Like any cage installation, we did need a slight tap with a block of wood and hammer a few times to get everything into position. The Excel floor pan is not flat where the front legs bolt down so it was encouraging to see the front leg pads are contoured to match the floor as well.

It took us about 2 hours to unpack and get the cage into the car fully including tightening all the bolts that hold the cage together. We did need to cut the factory trims around the rear arches to give us a little extra space to get the rear legs in position, however nothing major.

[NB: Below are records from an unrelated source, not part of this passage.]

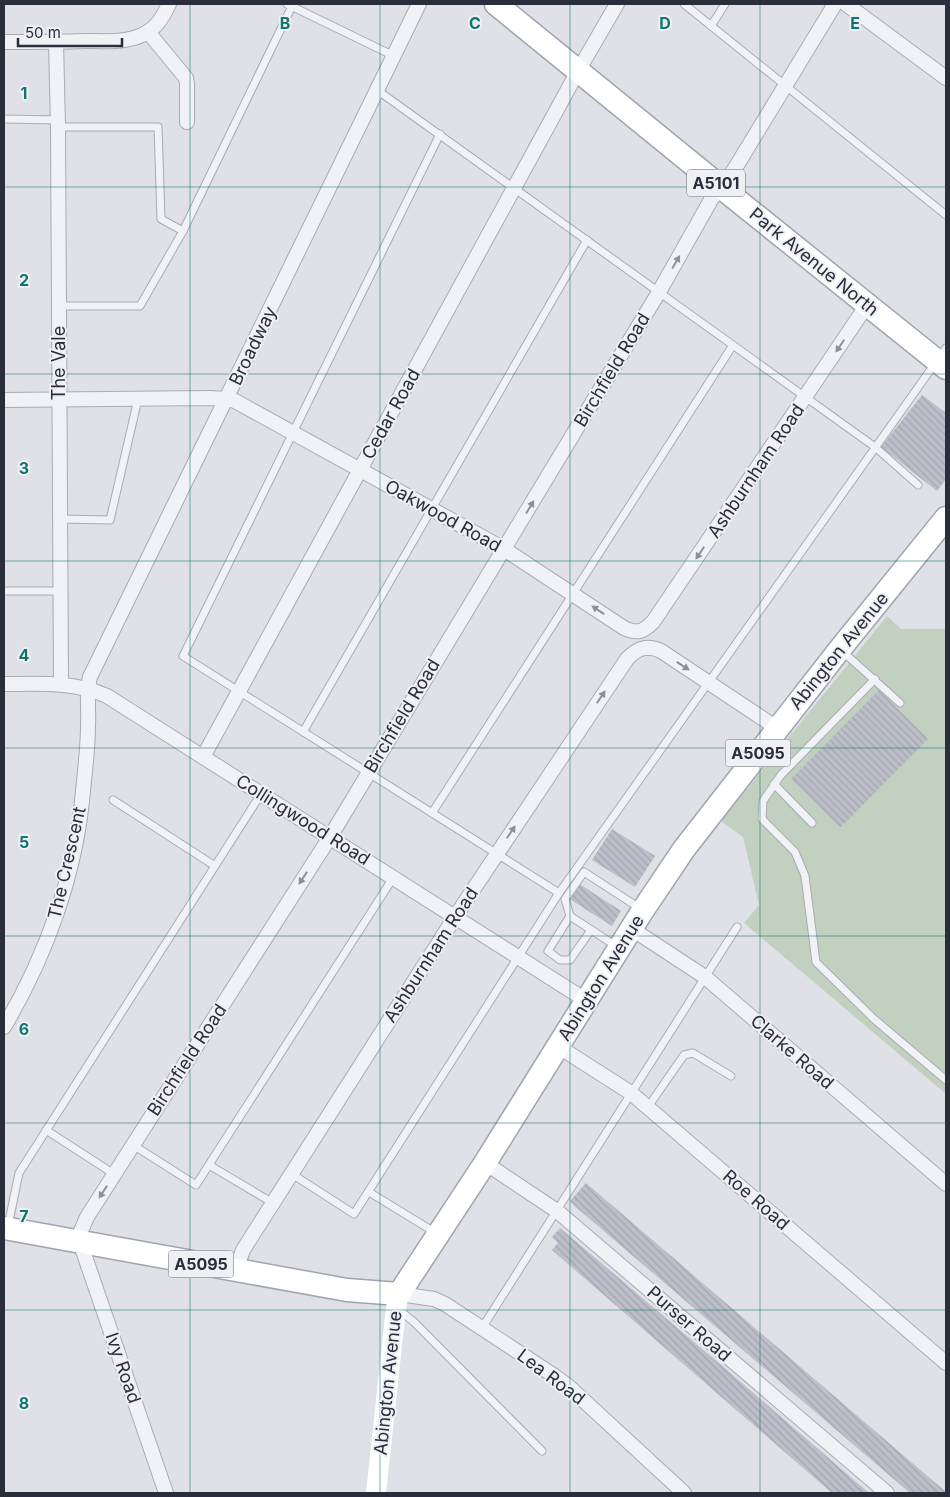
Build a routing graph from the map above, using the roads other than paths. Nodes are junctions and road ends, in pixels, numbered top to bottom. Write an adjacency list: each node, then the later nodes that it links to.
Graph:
1 (169, 4): 11 (street)
2 (419, 4): 14 (street, Broadway)
3 (496, 4): 15 (main road, Park Avenue North / A5101)
4 (617, 4): 15 (street, Cedar Road)
5 (684, 4): 10 (lane)
6 (725, 4): 10 (lane)
7 (835, 4): 17 (street, Birchfield Road)
8 (846, 4): 16 (street)
9 (289, 5): 14 (lane); 26 (lane)
10 (711, 26): 17 (lane)
11 (148, 32): 13 (street); 20 (street)
12 (4, 42): 13 (street)
13 (56, 42): 21 (street, The Vale)
14 (394, 56): 18 (street, Broadway)
15 (578, 71): 23 (main road, Park Avenue North / A5101); 24 (street, Cedar Road)
16 (946, 78)
17 (786, 85): 23 (street, Birchfield Road); 25 (lane)
18 (377, 90): 22 (lane); 35 (street, Broadway)
19 (4, 119): 21 (lane)
20 (187, 122)
21 (58, 124): 26 (lane); 30 (street, The Vale)
22 (440, 134): 24 (lane); 38 (lane)
23 (722, 188): 28 (street, Birchfield Road, one-way to 23); 29 (main road, Park Avenue North / A5101)
24 (514, 189): 27 (lane); 40 (street, Cedar Road)
25 (946, 215)
26 (183, 231): 30 (lane)
27 (587, 240): 28 (lane); 42 (lane)
28 (659, 292): 31 (lane); 45 (street, Birchfield Road, one-way to 28)
29 (867, 305): 32 (main road, Park Avenue North / A5101); 33 (street, Ashburnham Road, one-way to 33)
30 (58, 306): 37 (street, The Vale)
31 (733, 345): 33 (lane); 48 (lane)
32 (943, 359): 39 (lane)
33 (806, 397): 39 (lane); 49 (street, Ashburnham Road, one-way to 49)
34 (138, 399): 35 (street, Oakwood Road); 37 (street, Oakwood Road); 44 (lane)
35 (227, 399): 38 (street, Oakwood Road); 55 (street, Broadway)
36 (4, 400): 37 (street, Oakwood Road)
37 (59, 400): 44 (street, The Vale)
38 (293, 433): 40 (street, Oakwood Road); 56 (lane)
39 (875, 447): 41 (lane); 52 (lane)
40 (360, 470): 42 (street, Oakwood Road); 56 (street, Cedar Road)
41 (918, 485)
42 (432, 509): 45 (street, Oakwood Road); 59 (lane)
43 (946, 518): 50 (main road, Abington Avenue / A5095)
44 (60, 519): 47 (street, The Vale)
45 (504, 549): 48 (street, Oakwood Road); 61 (street, Birchfield Road)
46 (4, 591): 47 (lane)
47 (61, 591): 54 (street, The Vale)
48 (573, 593): 49 (street, Oakwood Road, one-way to 48); 65 (lane)
49 (640, 632)
50 (840, 649): 51 (lane); 58 (main road, Abington Avenue / A5095)
51 (875, 679): 57 (lane); 62 (lane)
52 (708, 682): 58 (street); 68 (street, Ashburnham Road, one-way to 52); 71 (lane)
53 (4, 684): 54 (street, Collingwood Road)
54 (62, 684): 55 (street, Collingwood Road)
55 (87, 688): 60 (street, Collingwood Road); 81 (street, The Crescent)
56 (240, 692): 59 (lane); 60 (street, Cedar Road)
57 (900, 703)
58 (777, 728): 74 (main road, Abington Avenue / A5095)
59 (303, 732): 61 (lane)
60 (203, 757): 63 (street, Collingwood Road)
61 (368, 773): 65 (lane); 67 (street, Birchfield Road)
62 (774, 784): 66 (lane); 84 (lane)
63 (261, 794): 67 (street, Collingwood Road); 69 (lane)
64 (113, 800): 69 (lane)
65 (432, 813): 68 (lane)
66 (812, 823)
67 (330, 837): 70 (street, Collingwood Road); 88 (street, Birchfield Road, one-way to 88)
68 (496, 854): 71 (lane); 73 (street, Ashburnham Road)
69 (215, 866): 87 (lane)
70 (393, 878): 73 (street, Collingwood Road); 90 (lane)
71 (559, 893): 78 (lane)
72 (570, 916): 74 (lane); 76 (lane); 76 (lane)
73 (455, 917): 78 (street, Collingwood Road); 92 (street, Ashburnham Road)
74 (637, 920): 77 (main road, Abington Avenue / A5095); 79 (street, Clarke Road)
75 (738, 927): 79 (lane)
76 (591, 930): 77 (lane)
77 (620, 948): 80 (main road, Abington Avenue / A5095)
78 (518, 956): 80 (street, Collingwood Road); 94 (lane)
79 (705, 977): 85 (lane); 93 (street, Clarke Road)
80 (587, 1001): 82 (main road, Abington Avenue / A5095)
81 (4, 1027)
82 (558, 1046): 85 (street, Roe Road); 89 (main road, Abington Avenue / A5095)
83 (731, 1076): 86 (lane)
84 (946, 1080)
85 (631, 1093): 86 (street, Roe Road); 96 (lane)
86 (648, 1107): 103 (street, Roe Road)
87 (46, 1130): 91 (lane); 97 (lane)
88 (133, 1145): 90 (lane); 91 (street, Birchfield Road)
89 (485, 1163): 96 (street, Purser Road); 98 (main road, Abington Avenue / A5095)
90 (209, 1165): 95 (lane)
91 (114, 1174): 99 (street, Birchfield Road, one-way to 99)
92 (292, 1174): 94 (lane); 95 (street, Ashburnham Road)
93 (946, 1184)
94 (369, 1192): 98 (lane)
95 (272, 1204): 100 (street, Ashburnham Road)
96 (557, 1211): 102 (lane); 108 (street, Purser Road)
97 (6, 1229): 99 (main road, A5095)
98 (439, 1234): 101 (main road, Abington Avenue / A5095)
99 (80, 1242): 100 (main road, A5095); 105 (street, Ivy Road)
100 (236, 1270): 101 (main road, A5095)
101 (398, 1301): 102 (street, Lea Road); 104 (lane); 106 (main road, Abington Avenue)
102 (482, 1328): 107 (street, Lea Road)
103 (946, 1363)
104 (542, 1451)
105 (166, 1493)
106 (376, 1493)
107 (684, 1493)
108 (888, 1493)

Once the cage was bolted together inside the car, the next step was to bolt the cage down. All the securing bolts were provided with the kit and the under body plates were all pre-drilled to match to the cage pads. The holes were all drilled without fuss. A couple of the holes had to be drilled from under the car as the access inside the car was too tight to get the drill into position.

The rear leg pads were a little trickier to drill due to the clearance and angles of the harness bar. Longer drill bits worked fine and the rear pads wereRC3 bolted in with the supplied Allen key bolts. All up another hour and a half or so.

There were a couple of minor items we noticed with the AGI kit that have more to do with the design. The front legs could do with being slightly further out on the main hoop. This would bring the legs tighter against the roof line and gain maybe 10mm extra clearance on each side for head room. Also the roof bar across the top of the windscreen could do with being moved forward further as well. It could well be that AGI have designed the cage to allow for the roof lining and full interior to remain in the car which would explain the position of the bars. We’ll also check to see if the factory sun visors can be reinstalled which would be a handy bonus.

3 ½ hours work and the job was done. A good look at the cage once fitted shows that AGI have produced a very good CAMS compliant kit. No extra welding, cutting, sourcing bolts or even painting. Just get the kit and bolt it in. For the price (costs will vary due to the specs ie: race or rally, state or national) the AGI kit also represents excellent value for money.

We’ve used a few different brand bolt in cages over the years. This kit had to be the easiest and most straight forward of the lot. From now on, if a customer requests a bolt in roll cage, our first call will be to AGI.